Work item:
What lines below hold the string "position"? Copy them all.

Provided information:
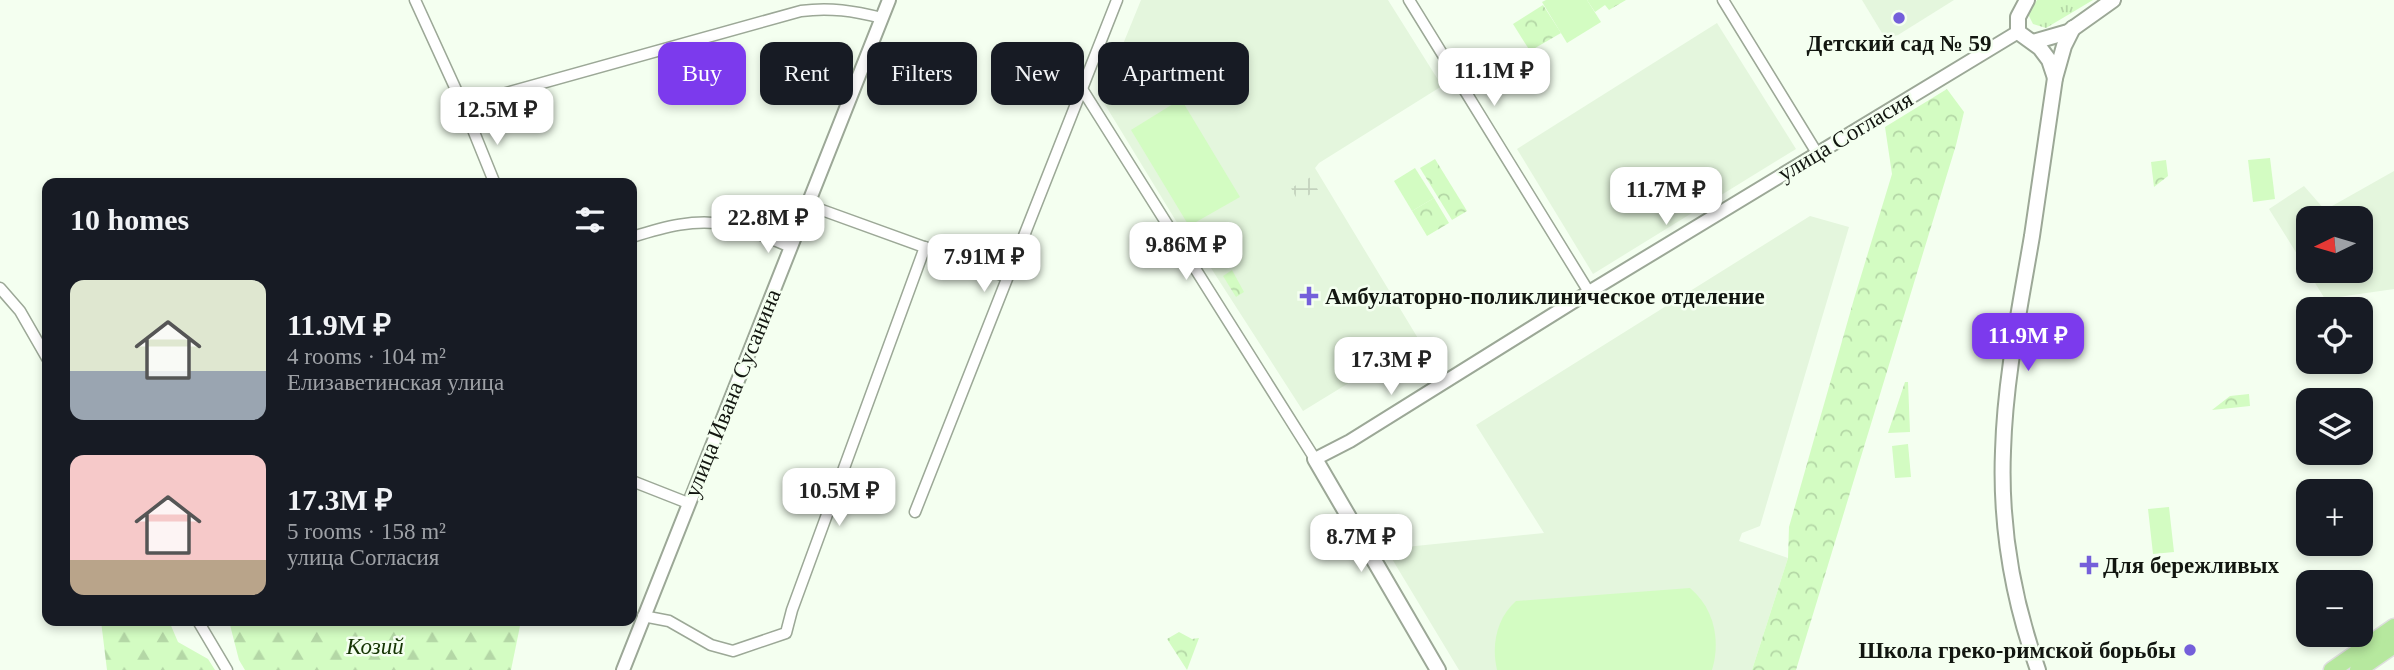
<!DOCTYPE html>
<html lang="en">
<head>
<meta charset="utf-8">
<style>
	:root { --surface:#171b24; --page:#20242c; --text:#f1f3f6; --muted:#9ea1a6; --accent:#7c3aed }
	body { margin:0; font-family:"Times New Roman",serif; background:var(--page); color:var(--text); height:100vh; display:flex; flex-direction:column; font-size:26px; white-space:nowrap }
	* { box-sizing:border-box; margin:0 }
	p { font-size:23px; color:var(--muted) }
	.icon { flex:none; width:38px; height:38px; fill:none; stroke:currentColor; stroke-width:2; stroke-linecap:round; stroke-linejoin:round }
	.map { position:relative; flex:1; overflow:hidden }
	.details { position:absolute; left:42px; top:178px; width:595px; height:448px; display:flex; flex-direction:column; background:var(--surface); border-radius:14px; box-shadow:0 4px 10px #0003 }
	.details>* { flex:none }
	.hud { position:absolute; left:658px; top:42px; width:665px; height:63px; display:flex; gap:14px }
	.needle { width:46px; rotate:265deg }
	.tools { position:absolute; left:2296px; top:206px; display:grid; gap:14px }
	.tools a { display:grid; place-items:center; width:77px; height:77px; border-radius:14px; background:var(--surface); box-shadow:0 4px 10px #0003; font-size:35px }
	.price { position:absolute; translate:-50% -60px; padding:0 16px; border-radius:14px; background:#fff; color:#222; font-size:23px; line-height:46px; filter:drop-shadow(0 2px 4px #0008) }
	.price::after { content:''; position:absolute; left:50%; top:42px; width:21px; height:16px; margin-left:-10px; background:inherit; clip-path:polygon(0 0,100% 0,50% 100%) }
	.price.selected { background:var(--accent); color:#fff }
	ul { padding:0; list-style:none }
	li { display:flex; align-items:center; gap:21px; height:175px; padding:0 28px }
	li span { display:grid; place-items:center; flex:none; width:196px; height:140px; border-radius:14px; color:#555 }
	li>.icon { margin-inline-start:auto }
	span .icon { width:84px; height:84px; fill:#fffc; stroke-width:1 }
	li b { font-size:30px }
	h2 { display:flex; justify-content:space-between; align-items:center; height:84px; padding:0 28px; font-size:30px }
	.pill { padding:0 24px; border-radius:14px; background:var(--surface); box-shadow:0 4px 10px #0003; font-size:24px; line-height:63px }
	.pill.selected { background:var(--accent); color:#fff }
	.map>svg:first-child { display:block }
	.built { fill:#e4f6dd; fill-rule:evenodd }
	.industrial { fill:url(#industrial-grid) }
	.grass { fill:url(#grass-tufts) }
	.forest { fill:url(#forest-firs) }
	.park { fill:url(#park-crowns) }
	.pitch { fill:#d3fcc2 }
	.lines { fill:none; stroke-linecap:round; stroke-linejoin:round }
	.minor-casing { stroke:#9ca897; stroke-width:13 }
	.tertiary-casing { stroke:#9ca897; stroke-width:16 }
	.secondary-casing { stroke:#9ca897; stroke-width:18 }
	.primary-casing { stroke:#dedede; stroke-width:19 }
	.minor { stroke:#fff; stroke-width:10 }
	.tertiary { stroke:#fff; stroke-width:12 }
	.secondary { stroke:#fff; stroke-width:14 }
	.primary { stroke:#b6e89e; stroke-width:16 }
	.poi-dot { fill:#745fda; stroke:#f4fff0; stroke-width:2.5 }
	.labels { text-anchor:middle; stroke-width:5; stroke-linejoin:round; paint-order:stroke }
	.poi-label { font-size:23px; font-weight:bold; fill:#121610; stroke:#f4fff0; text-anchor:start }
	.street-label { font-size:23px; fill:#121610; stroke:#f4fff0 }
	.park-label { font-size:23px; font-style:italic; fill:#163604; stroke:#f4fff0 }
</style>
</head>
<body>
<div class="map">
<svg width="2394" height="670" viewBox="0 0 2394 670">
	<defs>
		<pattern id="industrial-grid" width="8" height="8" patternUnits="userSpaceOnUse" patternTransform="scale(1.75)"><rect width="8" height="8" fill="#e4f6dd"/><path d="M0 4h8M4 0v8" fill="none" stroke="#c3d2bd"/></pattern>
		<pattern id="grass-tufts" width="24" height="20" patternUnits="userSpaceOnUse" patternTransform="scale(1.75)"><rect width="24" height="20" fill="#d3fcc2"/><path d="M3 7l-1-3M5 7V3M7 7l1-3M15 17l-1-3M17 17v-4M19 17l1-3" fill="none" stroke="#b4d7a6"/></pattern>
		<pattern id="forest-firs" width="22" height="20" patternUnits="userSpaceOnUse" patternTransform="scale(1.75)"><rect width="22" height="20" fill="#d3fcc2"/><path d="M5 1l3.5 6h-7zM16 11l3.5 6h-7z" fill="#b4d7a6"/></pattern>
		<pattern id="park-crowns" width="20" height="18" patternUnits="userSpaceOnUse" patternTransform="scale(1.75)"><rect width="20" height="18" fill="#d3fcc2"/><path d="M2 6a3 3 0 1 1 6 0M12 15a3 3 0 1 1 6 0" fill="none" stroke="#b4d7a6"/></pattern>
	</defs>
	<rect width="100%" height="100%" fill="#f4fff0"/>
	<!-- built -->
	<g class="built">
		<polygon points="1141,0 1388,0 1442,86 1319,163 1315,168 1419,340 1303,411 1191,237 1187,239 1101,98"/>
		<polygon points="1862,0 1954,0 1898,35 1885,38"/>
		<polygon points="1717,23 1796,149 1593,274 1517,149"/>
		<path d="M2394,171V289L2325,299L2269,209L2304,186L2325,210ZM2308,219H2361V271H2308Z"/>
		<polygon points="1810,216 1849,227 1760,526 1742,533 1739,541 1788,558 1752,670 1459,670 1386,549 1544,533 1476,425"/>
	</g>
	<!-- industrial -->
	<polygon class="industrial" points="1311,177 1318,190 1298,201 1291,188"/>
	<!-- grass -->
	<polygon class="grass" points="2037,0 2093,0 2046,28 2033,24 2028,14"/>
	<!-- forest -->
	<g class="forest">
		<polygon points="101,621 169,621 178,642 208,659 215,670 107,670"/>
		<polygon points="229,621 521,621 511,670 245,670 239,660"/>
	</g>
	<!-- park -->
	<g class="park">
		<polygon points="1587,0 1626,0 1609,10 1605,5 1595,12"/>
		<polygon points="1543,5 1561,33 1530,51 1513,24"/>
		<polygon points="1947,89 1964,112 1956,145 1796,670 1752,670 1788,558 1789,527 1854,299 1892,174 1885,127"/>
		<polygon points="1435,159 1467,211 1452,220 1420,168"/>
		<polygon points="2166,160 2168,176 2154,187 2151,162"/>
		<polygon points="1434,198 1449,223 1427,236 1412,211"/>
		<polygon points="1232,270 1244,292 1236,297 1223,276"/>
		<polygon points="1905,382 1908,382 1910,432 1888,433"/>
		<polygon points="2249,394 2250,406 2212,410 2230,396"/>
		<polygon points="1179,632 1192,639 1199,638 1187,670 1167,639"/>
	</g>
	<!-- pitch -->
	<g class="pitch">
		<polygon points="1546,0 1587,0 1601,22 1567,43 1542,2"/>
		<polygon points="1181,99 1240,197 1189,226 1131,130"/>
		<polygon points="2270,158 2275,199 2253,202 2248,160"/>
		<polygon points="1415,168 1434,198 1412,211 1394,181"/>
		<polygon points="1908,444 1911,477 1895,478 1892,446"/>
		<polygon points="2169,507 2174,552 2153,554 2148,509"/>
		<path d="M1690,588C1714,608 1721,640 1712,670H1497C1491,644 1497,618 1516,601Z"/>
	</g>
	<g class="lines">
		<defs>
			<g id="minor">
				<polyline points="415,0 463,105 495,184"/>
				<polyline points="1409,0 1589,292"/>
				<polyline points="1723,0 1817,153"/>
				<polyline points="1082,89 1315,459"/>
				<path d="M463,105L801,11C830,7 854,11 882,18"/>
				<polyline points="808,205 1007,277"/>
				<path d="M632,237C664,227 695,218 729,225C749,229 771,239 791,247"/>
				<polyline points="0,288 20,311 47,358"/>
				<polyline points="632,481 688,503"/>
				<polyline points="915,512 1117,0"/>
				<polyline points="643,616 669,621 711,645 733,651 786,633 792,610 925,247"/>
				<polyline points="198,621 227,670"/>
			</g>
			<g id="tertiary">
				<polyline points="1315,459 1350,441 1589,292 2018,32"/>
				<polyline points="623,670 889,0"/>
			</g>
			<g id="secondary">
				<polyline points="2027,0 2018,17 2018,32 2040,48 2049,60 2055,78"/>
				<polyline points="2033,42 2068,32 2113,0"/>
				<polyline points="1315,459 1438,670"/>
				<path d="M2038,670C2013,600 2000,526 2003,451C2005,379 2020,307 2032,236C2040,184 2047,131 2055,78L2064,46L2073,28"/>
			</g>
			<g id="primary">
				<polyline points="2332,670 2394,627"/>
				<polyline points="2358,670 2394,645"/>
			</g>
		</defs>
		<!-- minor casing -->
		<use href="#minor" class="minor-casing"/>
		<!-- tertiary casing -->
		<use href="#tertiary" class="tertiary-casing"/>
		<!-- secondary casing -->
		<use href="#secondary" class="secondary-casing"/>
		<!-- primary casing -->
		<use href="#primary" class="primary-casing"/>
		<!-- minor -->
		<use href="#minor" class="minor"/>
		<!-- tertiary -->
		<use href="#tertiary" class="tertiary"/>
		<!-- secondary -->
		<use href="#secondary" class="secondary"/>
		<!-- primary -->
		<use href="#primary" class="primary"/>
	</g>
	<!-- markers -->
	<g class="poi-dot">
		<circle cx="1899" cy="18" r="7"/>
		<path d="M1305.5 285.5h7v7h7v7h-7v7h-7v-7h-7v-7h7z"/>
		<path d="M2085.5 554.5h7v7h7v7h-7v7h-7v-7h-7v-7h7z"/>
		<circle cx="2190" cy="650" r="7"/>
	</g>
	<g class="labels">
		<!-- poi labels -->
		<g class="poi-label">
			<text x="1899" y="51" text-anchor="middle">Детский сад № 59</text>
			<text x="1325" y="304">Амбулаторно-поликлиническое отделение</text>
			<text x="2103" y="573">Для бережливых</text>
			<text x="2176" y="658" text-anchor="end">Школа греко-римской борьбы</text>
		</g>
		<!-- street labels -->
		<g class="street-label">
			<text transform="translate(1845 136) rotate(-31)" y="8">улица Согласия</text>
			<text transform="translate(732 393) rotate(-68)" y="8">улица Ивана Сусанина</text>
		</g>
		<!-- park labels -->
		<g class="park-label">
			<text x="375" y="654">Козий</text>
		</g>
	</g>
</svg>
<div class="tools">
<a><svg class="needle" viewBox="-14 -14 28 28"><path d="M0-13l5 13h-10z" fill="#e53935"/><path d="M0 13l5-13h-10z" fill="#9ea1a6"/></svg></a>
<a><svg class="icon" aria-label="locate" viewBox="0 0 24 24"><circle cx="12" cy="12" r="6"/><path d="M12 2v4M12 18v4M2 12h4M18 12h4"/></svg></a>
<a><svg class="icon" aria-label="layers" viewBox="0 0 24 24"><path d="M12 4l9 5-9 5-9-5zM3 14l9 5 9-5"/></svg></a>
<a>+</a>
<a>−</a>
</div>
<b class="price" style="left:1494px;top:108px">11.1M ₽</b>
<b class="price" style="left:497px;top:147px">12.5M ₽</b>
<b class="price" style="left:1666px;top:227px">11.7M ₽</b>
<b class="price" style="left:768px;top:255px">22.8M ₽</b>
<b class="price" style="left:1186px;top:282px">9.86M ₽</b>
<b class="price" style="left:984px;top:294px">7.91M ₽</b>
<b class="price selected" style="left:2028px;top:373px">11.9M ₽</b>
<b class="price" style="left:1391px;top:397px">17.3M ₽</b>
<b class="price" style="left:839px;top:528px">10.5M ₽</b>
<b class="price" style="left:1361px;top:574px">8.7M ₽</b>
<div class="hud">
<a class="pill selected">Buy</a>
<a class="pill">Rent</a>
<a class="pill">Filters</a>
<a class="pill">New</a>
<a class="pill">Apartment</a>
</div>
<section class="details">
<h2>10 homes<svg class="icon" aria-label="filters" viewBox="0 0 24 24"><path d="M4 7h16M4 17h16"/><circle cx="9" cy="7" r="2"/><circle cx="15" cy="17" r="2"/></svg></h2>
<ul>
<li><span style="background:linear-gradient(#dfe7d0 65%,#9aa5b1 0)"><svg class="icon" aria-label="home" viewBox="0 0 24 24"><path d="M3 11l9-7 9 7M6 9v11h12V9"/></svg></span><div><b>11.9M ₽</b><p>4 rooms · 104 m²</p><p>Елизаветинская улица</p></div></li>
<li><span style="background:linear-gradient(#f6c9c9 75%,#b9a48a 0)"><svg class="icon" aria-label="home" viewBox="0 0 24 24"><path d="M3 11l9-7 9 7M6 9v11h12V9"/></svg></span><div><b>17.3M ₽</b><p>5 rooms · 158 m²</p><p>улица Согласия</p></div></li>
</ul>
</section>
</div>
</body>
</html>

Solution below:
	.map { position:relative; flex:1; overflow:hidden }
	.details { position:absolute; left:42px; top:178px; width:595px; height:448px; display:flex; flex-direction:column; background:var(--surface); border-radius:14px; box-shadow:0 4px 10px #0003 }
	.hud { position:absolute; left:658px; top:42px; width:665px; height:63px; display:flex; gap:14px }
	.tools { position:absolute; left:2296px; top:206px; display:grid; gap:14px }
	.price { position:absolute; translate:-50% -60px; padding:0 16px; border-radius:14px; background:#fff; color:#222; font-size:23px; line-height:46px; filter:drop-shadow(0 2px 4px #0008) }
	.price::after { content:''; position:absolute; left:50%; top:42px; width:21px; height:16px; margin-left:-10px; background:inherit; clip-path:polygon(0 0,100% 0,50% 100%) }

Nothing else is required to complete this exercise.